The Woman Who Can’t Stand Up But Must Keep Going
'The Alternatives' and Us Millennials at the Mercy of Neocapitalism
News & Reviews Magazine
This article is part of ‘CaoilinnRama’, our August special edition. Read the editor’s letter to see what other fantastic writing has just been published. If you’re annoyed that it’s paywalled, then that means you wanted to read it, which means you value it. These writers get paid for what they do because their work is valuable.
The piece you’re reading now is by Mel Fulton. Mel is a writer, editor and broadcaster. She hosts Literati Glitterati, a book show and podcast on Melbourne’s Triple R, and is the books editor of The Big Issue Australia.

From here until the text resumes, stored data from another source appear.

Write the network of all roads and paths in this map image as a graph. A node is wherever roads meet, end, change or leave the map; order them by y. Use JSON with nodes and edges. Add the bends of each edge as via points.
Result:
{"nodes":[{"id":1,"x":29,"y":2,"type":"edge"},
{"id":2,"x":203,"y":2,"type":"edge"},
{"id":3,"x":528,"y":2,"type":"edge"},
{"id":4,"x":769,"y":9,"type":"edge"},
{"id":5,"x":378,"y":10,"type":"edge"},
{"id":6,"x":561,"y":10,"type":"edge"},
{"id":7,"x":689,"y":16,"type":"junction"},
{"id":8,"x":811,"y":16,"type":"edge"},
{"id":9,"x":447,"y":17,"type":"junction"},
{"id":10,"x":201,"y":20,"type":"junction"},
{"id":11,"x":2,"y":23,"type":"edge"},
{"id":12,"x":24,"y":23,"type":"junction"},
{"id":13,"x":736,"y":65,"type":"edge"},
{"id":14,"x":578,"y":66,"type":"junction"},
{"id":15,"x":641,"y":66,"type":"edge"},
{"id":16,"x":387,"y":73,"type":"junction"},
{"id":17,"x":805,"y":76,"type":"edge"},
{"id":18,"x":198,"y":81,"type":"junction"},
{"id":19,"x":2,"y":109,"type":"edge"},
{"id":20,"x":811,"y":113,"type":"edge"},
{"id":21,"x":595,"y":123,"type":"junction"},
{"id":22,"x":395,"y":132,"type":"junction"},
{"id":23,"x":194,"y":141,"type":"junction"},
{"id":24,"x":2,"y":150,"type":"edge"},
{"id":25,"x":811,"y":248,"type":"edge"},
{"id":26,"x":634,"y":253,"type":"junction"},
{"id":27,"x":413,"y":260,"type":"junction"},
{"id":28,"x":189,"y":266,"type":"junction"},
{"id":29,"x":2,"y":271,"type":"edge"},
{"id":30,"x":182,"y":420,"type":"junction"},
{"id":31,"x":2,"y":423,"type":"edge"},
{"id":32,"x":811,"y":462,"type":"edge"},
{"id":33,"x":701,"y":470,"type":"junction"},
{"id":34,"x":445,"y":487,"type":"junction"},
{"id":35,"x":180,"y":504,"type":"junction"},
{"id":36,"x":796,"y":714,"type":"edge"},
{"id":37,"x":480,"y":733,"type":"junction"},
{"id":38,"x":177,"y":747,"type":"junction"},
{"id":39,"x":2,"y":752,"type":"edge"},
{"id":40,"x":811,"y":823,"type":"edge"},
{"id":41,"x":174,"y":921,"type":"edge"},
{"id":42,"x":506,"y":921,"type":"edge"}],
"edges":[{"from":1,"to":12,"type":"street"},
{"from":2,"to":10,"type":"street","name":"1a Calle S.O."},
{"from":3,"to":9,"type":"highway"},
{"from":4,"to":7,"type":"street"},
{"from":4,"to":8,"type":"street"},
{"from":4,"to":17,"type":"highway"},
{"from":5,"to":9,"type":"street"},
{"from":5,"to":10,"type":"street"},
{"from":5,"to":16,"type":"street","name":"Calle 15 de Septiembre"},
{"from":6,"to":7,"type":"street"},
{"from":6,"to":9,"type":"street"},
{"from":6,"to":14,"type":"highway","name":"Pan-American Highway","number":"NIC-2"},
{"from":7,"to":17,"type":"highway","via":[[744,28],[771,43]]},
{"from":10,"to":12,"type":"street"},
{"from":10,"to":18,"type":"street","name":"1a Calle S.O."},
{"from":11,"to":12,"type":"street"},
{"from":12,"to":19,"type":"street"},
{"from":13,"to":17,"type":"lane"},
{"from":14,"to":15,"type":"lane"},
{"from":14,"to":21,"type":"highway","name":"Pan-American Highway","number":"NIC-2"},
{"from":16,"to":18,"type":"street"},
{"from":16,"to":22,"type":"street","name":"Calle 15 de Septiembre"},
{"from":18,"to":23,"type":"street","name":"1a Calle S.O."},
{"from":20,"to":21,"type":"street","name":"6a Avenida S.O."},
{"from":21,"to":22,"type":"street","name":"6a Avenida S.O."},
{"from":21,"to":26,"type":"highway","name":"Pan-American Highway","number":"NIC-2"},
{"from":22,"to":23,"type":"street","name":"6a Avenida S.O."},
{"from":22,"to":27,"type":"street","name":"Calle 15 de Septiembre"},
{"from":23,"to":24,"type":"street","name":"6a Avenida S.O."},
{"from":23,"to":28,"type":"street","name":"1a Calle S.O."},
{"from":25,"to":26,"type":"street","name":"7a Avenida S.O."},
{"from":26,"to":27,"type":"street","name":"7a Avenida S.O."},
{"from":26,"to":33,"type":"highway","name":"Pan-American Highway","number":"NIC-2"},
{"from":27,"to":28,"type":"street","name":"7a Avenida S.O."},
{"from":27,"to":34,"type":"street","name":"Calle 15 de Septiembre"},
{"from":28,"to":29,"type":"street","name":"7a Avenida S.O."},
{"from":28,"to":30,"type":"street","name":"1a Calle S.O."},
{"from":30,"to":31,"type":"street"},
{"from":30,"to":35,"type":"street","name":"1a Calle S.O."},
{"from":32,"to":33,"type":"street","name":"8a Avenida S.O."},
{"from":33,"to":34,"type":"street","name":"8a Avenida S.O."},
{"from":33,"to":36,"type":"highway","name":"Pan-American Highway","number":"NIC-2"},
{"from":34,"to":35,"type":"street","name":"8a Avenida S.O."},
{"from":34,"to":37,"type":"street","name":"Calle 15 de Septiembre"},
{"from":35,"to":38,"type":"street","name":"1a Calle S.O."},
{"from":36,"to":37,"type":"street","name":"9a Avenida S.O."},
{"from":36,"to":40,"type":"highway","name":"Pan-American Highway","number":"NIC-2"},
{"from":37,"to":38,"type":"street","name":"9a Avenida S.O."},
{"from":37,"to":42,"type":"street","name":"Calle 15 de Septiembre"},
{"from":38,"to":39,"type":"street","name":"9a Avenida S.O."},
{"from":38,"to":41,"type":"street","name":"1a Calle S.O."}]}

The Woman Who Can’t Stand Up But Must Keep Going: The Alternatives and Us Millennial at the Mercy of Neocapitalism
‘It’s easy to forget the act of resistance involved in simply standing,’ writes the shifting narrative voice in Caoilinn Hughes’ most recent novel, The Alternatives. The line is about Nell Flattery, the youngest of the book’s four starring sisters. They’re all single, all in their 30s, all PhD holders, and all grappling in their own way with the same question: how to live a meaningful life in a catastrophic modern world.
For each of them, the answer is tied up in some way with going to work. And for Nell, a philosopher, this is troubled massively by a sick body and a market left to roam freer than a Joni Mitchell tune. The Alternatives is not a meme—I don’t need to choose my fighter—but as a sick bitch in the gig economy, so tired she may as well be celibate, with greying hair, recurring bad dreams, and a casual flirtation with personality Type A, I feel like Nell chose me.